YOUR OBJECTIVE —
For the entries below, report every line that includes the word "Chappe".

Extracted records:
--- START ---

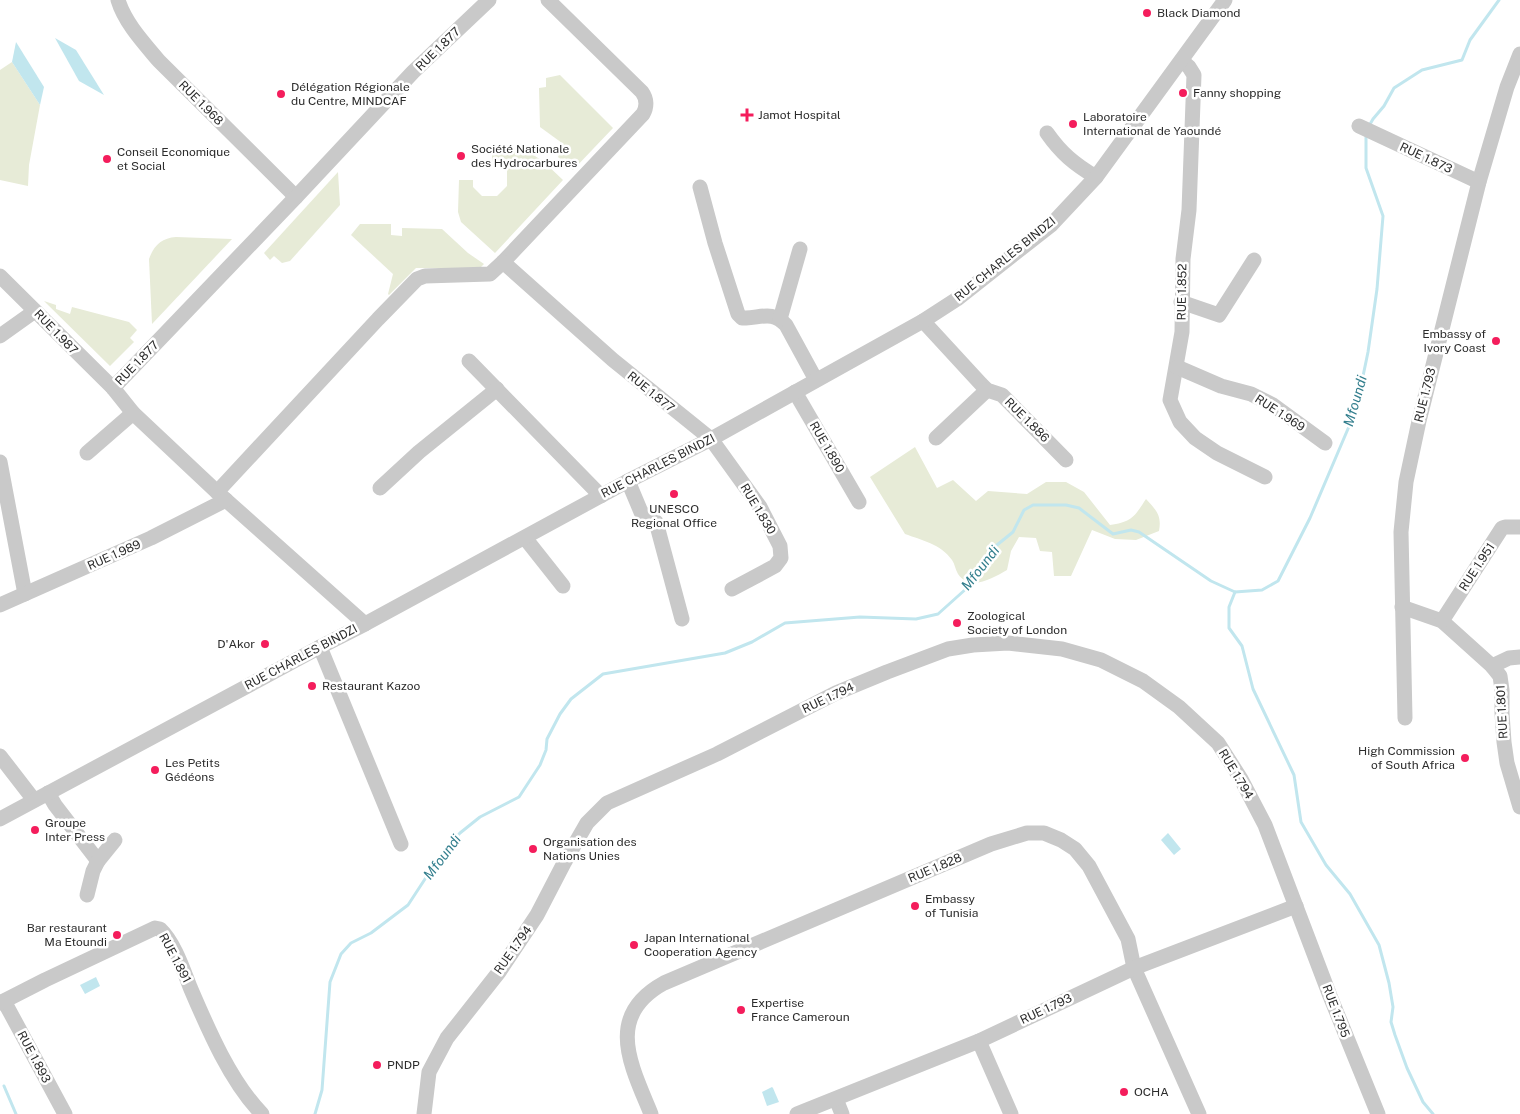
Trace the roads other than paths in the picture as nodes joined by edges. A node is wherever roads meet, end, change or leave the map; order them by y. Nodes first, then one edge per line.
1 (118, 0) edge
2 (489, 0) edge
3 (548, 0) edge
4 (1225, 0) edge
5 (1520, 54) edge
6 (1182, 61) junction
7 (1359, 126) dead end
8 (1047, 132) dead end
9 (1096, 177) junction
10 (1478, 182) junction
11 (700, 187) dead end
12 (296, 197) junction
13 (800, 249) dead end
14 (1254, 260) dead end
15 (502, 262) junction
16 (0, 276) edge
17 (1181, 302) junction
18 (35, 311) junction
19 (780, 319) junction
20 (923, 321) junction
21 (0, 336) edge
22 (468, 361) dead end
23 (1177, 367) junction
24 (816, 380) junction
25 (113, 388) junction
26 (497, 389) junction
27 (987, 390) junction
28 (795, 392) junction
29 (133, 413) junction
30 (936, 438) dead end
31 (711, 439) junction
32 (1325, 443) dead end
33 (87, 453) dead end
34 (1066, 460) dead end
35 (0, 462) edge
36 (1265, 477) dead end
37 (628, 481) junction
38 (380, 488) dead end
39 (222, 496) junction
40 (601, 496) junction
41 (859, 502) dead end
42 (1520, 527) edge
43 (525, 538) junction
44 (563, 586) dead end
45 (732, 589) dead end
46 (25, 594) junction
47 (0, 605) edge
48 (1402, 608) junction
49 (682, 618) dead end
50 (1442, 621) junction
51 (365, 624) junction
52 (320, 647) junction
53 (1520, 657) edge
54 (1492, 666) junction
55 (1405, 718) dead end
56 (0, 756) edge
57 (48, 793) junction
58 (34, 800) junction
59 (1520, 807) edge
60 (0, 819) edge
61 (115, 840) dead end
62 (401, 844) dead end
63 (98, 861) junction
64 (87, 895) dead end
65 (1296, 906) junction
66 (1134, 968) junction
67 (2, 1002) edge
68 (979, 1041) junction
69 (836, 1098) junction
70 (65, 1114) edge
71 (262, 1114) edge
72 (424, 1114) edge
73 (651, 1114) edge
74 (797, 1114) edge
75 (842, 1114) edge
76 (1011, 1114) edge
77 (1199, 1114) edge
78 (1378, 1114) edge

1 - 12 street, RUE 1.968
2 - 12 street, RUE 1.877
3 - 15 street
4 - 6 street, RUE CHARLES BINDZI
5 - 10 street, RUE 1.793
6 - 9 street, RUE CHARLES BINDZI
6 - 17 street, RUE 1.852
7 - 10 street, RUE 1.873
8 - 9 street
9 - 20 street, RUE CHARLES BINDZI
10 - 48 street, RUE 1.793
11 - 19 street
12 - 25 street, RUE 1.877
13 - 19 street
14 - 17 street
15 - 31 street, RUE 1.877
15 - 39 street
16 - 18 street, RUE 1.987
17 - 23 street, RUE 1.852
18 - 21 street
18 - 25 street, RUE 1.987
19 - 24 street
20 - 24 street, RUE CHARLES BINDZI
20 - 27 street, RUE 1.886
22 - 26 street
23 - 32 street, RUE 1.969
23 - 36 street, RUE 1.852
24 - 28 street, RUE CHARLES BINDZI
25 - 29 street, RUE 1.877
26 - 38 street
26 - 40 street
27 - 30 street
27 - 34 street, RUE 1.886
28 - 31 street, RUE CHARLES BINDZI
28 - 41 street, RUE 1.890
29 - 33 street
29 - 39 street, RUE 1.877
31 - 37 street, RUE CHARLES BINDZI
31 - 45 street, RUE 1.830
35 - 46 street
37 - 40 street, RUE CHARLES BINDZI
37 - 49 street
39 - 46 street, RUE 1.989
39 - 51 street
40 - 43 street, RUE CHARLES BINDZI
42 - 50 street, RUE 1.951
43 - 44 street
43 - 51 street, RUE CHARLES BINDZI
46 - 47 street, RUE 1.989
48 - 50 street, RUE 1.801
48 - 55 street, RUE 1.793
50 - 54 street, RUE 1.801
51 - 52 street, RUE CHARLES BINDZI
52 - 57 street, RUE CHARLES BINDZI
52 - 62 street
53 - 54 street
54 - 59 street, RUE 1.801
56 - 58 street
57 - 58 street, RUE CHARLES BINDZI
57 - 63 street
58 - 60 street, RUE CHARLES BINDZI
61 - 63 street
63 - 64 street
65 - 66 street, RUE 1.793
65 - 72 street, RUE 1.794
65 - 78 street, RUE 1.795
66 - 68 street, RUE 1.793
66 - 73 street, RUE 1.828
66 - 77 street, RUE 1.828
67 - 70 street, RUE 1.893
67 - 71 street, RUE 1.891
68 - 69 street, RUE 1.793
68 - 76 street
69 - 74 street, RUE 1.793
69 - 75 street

--- END ---
--- START ---

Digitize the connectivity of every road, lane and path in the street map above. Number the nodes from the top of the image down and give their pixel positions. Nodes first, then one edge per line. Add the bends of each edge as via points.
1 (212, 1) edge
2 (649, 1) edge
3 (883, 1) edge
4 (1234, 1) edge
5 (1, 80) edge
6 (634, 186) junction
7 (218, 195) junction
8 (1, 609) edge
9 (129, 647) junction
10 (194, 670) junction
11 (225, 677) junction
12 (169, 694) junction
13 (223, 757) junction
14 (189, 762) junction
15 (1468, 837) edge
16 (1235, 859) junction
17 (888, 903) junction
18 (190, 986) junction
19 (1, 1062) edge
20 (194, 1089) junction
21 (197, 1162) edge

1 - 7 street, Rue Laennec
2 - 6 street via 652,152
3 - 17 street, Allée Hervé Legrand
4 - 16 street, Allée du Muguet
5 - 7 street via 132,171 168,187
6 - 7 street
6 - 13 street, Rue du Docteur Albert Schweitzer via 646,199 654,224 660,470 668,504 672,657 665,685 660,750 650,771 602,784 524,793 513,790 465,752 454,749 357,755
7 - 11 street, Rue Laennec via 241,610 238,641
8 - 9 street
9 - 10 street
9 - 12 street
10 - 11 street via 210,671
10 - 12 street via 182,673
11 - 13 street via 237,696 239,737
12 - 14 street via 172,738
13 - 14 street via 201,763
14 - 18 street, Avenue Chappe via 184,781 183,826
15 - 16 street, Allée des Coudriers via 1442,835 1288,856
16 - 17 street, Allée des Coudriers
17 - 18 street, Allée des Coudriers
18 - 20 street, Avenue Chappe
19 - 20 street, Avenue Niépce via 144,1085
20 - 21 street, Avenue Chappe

--- END ---

RESPONSE FOR THIS EXERCISE —
14 - 18 street, Avenue Chappe via 184,781 183,826
18 - 20 street, Avenue Chappe
20 - 21 street, Avenue Chappe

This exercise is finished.